Jerry Bowman took listeners on a journey to the past — to a time of horse-drawn transportation, $6 gold watches, and jeans for less than a buck — during his presentation about the Northwest Carriage Museum during History and Hops on Feb. 27.
“We have a fabulous museum,” Bowman said about the establishment in Raymond, Washington, adding it is considered the largest tourist attraction in Pacific County.
When the museum opened in 2002, they had about 21 carriages donated by a local private collector named Gary Dennis, whose grandfather founded the Dennis Company in coastal southwest Washington.
The museum’s collection has now grown to 57 carefully restored horse-drawn vehicles. Bowman, the museum curator, and his wife Laurie, the executive director, are still adding to it.
“Fifty-eight and 59 are in my shop being worked on right now,” he said.
Although its name references “carriages,” the museum includes other late 19th-century and early 20th-century horse-drawn vehicles, such as buggies, wagons and sleighs. The oldest carriage in the museum is from 1840.
For the purpose of his presentation, Bowman said, “we’re going to all step back in time.” In 1895, the average salary was about $400 per year.
Families could buy a nice buggy for about $40 and a horse cost about $7 or $8.
Currently, based on the research Bowman could find, there are somewhere near 5 million horses in the United States compared to the human population of roughly 329 million. In 1895, there were about 25 million horses in the United States, compared to about 63 million residents, and the horse population peaked in 1903 with approximately 33 million horses.
“The ratio of people to horses was quite significant,” he said. “Those horses pulled a variety of types of carriages.”
He showed pictures and gave descriptions of several examples that are part of the museum’s collection, such as a C-spring Victoria, which was used in the movie “The Little Princess” featuring Shirley Temple, and a Shelbourne Landau, which was used in the classic 1939 film “Gone with the Wind.”

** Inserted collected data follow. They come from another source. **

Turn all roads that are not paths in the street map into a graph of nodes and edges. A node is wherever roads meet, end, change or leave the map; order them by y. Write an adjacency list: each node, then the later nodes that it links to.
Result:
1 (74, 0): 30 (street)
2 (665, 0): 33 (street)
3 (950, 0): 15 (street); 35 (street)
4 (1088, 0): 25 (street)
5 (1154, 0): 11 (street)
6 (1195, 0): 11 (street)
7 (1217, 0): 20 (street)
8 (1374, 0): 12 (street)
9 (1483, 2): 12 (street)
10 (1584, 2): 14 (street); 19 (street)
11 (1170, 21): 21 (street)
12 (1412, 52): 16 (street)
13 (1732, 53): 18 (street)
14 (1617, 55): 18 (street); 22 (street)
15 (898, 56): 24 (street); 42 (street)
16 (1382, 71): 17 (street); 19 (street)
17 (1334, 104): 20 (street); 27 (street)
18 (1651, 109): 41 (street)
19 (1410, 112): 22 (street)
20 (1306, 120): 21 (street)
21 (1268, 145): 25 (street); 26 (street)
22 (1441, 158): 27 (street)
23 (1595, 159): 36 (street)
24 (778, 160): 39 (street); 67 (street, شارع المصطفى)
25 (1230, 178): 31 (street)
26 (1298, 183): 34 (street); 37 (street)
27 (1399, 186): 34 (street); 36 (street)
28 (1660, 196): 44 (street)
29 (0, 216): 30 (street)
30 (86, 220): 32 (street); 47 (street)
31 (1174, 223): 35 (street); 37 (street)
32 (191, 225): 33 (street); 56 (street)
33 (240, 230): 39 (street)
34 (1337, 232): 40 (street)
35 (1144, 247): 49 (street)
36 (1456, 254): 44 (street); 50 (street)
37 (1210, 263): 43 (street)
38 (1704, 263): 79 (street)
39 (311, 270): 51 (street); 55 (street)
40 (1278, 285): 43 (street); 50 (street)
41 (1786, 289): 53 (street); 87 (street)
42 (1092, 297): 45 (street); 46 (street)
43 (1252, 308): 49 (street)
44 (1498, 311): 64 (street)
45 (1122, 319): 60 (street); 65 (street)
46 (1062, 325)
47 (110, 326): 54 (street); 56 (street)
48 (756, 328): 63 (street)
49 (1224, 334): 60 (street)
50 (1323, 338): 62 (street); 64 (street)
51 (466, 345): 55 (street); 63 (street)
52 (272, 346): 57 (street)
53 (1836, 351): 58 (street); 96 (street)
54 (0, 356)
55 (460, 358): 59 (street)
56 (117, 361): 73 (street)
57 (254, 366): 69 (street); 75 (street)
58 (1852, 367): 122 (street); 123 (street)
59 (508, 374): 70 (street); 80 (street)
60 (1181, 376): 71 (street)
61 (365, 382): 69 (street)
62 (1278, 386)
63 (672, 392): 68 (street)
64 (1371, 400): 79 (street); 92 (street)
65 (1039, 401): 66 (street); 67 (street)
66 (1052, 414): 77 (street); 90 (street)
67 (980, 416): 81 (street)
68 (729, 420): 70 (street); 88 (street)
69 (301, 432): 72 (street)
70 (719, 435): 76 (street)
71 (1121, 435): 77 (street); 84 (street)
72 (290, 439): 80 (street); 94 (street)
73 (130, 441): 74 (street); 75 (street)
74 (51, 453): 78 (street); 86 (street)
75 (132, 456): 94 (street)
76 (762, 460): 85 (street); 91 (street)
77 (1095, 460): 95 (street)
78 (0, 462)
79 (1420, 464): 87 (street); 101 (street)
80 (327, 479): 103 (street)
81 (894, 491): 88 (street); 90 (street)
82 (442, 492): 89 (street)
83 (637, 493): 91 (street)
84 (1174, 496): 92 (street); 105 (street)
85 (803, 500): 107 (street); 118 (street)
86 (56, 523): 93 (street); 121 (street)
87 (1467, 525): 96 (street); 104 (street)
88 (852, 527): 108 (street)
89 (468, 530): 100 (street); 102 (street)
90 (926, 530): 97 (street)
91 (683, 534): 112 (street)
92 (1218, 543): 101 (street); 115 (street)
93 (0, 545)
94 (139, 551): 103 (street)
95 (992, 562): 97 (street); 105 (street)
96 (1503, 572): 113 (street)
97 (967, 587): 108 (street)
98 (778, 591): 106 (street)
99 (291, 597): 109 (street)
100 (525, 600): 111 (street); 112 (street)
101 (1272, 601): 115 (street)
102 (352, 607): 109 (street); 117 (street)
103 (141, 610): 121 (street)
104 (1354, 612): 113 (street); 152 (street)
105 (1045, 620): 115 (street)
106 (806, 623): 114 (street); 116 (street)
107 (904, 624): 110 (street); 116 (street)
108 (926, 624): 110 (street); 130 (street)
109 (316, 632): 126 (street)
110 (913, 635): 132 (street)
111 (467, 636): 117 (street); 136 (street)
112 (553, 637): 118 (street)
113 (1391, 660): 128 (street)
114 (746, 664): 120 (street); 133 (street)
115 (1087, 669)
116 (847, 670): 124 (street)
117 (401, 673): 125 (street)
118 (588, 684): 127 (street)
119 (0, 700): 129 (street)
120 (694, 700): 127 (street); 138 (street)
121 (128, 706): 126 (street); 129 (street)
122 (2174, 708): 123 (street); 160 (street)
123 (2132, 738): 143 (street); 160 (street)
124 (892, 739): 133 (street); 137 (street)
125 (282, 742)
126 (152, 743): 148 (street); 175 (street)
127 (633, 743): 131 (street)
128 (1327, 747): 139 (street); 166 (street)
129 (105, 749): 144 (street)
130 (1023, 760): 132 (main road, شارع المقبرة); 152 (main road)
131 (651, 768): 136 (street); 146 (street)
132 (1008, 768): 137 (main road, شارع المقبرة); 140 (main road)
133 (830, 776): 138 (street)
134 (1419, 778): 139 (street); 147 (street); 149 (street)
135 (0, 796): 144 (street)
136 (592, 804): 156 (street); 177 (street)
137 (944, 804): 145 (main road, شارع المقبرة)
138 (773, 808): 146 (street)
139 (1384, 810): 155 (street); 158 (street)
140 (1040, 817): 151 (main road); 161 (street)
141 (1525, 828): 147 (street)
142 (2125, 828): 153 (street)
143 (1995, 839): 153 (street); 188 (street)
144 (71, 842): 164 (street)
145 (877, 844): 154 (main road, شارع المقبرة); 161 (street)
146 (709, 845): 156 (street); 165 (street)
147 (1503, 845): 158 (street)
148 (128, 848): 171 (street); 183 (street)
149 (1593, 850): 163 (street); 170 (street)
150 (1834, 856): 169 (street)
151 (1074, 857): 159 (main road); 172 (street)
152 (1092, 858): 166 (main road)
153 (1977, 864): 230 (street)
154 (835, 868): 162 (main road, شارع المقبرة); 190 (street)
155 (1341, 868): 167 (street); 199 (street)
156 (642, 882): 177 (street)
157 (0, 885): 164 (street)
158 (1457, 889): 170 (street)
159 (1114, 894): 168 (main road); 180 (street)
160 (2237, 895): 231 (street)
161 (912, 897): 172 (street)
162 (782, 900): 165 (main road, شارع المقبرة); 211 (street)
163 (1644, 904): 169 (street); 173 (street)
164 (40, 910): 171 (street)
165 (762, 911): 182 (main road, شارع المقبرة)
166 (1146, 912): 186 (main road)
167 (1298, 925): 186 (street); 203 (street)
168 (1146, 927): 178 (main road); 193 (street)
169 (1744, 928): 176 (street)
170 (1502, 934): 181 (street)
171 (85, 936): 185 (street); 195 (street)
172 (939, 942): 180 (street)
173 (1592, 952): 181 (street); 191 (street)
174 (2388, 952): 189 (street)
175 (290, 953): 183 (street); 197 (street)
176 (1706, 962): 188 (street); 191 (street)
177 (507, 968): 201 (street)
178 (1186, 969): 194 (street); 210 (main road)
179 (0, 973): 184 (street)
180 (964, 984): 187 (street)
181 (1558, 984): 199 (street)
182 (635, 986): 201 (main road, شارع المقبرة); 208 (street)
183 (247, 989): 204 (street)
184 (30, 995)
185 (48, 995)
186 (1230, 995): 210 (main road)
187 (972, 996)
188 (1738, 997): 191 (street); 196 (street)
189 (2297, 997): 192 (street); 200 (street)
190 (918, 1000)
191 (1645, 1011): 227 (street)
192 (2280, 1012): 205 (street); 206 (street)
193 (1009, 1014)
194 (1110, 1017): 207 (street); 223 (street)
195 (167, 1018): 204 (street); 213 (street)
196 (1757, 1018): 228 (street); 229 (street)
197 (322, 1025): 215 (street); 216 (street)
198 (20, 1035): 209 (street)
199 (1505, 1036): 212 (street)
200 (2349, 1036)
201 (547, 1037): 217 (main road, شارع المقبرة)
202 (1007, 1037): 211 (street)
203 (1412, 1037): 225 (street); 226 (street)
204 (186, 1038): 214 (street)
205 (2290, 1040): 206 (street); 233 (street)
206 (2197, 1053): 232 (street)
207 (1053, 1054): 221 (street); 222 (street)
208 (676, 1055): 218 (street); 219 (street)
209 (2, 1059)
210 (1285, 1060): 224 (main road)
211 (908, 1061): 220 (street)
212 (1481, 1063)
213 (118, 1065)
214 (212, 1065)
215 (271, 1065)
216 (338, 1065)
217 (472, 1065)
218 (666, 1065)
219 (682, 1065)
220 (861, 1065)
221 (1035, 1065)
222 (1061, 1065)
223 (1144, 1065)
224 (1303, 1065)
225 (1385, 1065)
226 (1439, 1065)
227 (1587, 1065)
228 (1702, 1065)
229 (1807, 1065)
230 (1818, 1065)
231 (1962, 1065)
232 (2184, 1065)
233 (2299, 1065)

Some of the other models and styles of vehicles include a C-spring Dress Landau, the Rolls Royce of its time; a Summer Coupe Brougham; a Turn-Under Seat Trap; a Stanhope by Studebaker, once the largest manufacturer of horse-drawn vehicles; a Henderson stagecoach; and a Austrian hearse, along with a town sleigh, road grader, fringe-top surrey, hansom cab, Amish road cart and Mitchell farm wagon.
A few of the vehicles have somewhat local connections, including a 19th-century mail cart that was used to deliver the post in Cornelius. For that piece, Bowman said, they did more of a conservation than a restoration, as they wanted to preserve its original appearance as much as possible.
Another horse-drawn vehicle in the museum’s collection is a Kimball town coach.
“You don’t always know the personal history of carriages,” Bowman said. “This is an exception to that.”
It is one of three coaches owned in the 1800s by Frederick Denkmann, who ran a grocery store in a small town in Illinois.
One day, the lumber mill in town went up for sale. Denkmann had a desire it but was unfortunately low on cash. His wife encouraged him to ask for an investment from her brother, a man by the name of Friedrich Weyerhäuser, or Weyerhaeuser.
Within a year, that one lumber mill became three mills, and the two men had established the Weyerhaeuser-Denkmann Lumber Company in Mississippi Valley before Weyerhäuser broke off and moved to the Pacific Northwest.
“He did pretty well for himself,” Bowman said.
In addition to the dozen of historic horse-drawn vehicles that are on display, the museum’s collection also contains a variety of artifacts and antiquities, including a Stroock blanket, coach horn, amethyst glass and period clothing. There are also an 1890s-style schoolhouse and a period wheelwright and blacksmith shop on site. The museum regularly host clubs and school groups. It is open from 10 a.m. to 4 p.m. every day, except for Thanksgiving Day and Christmas Day.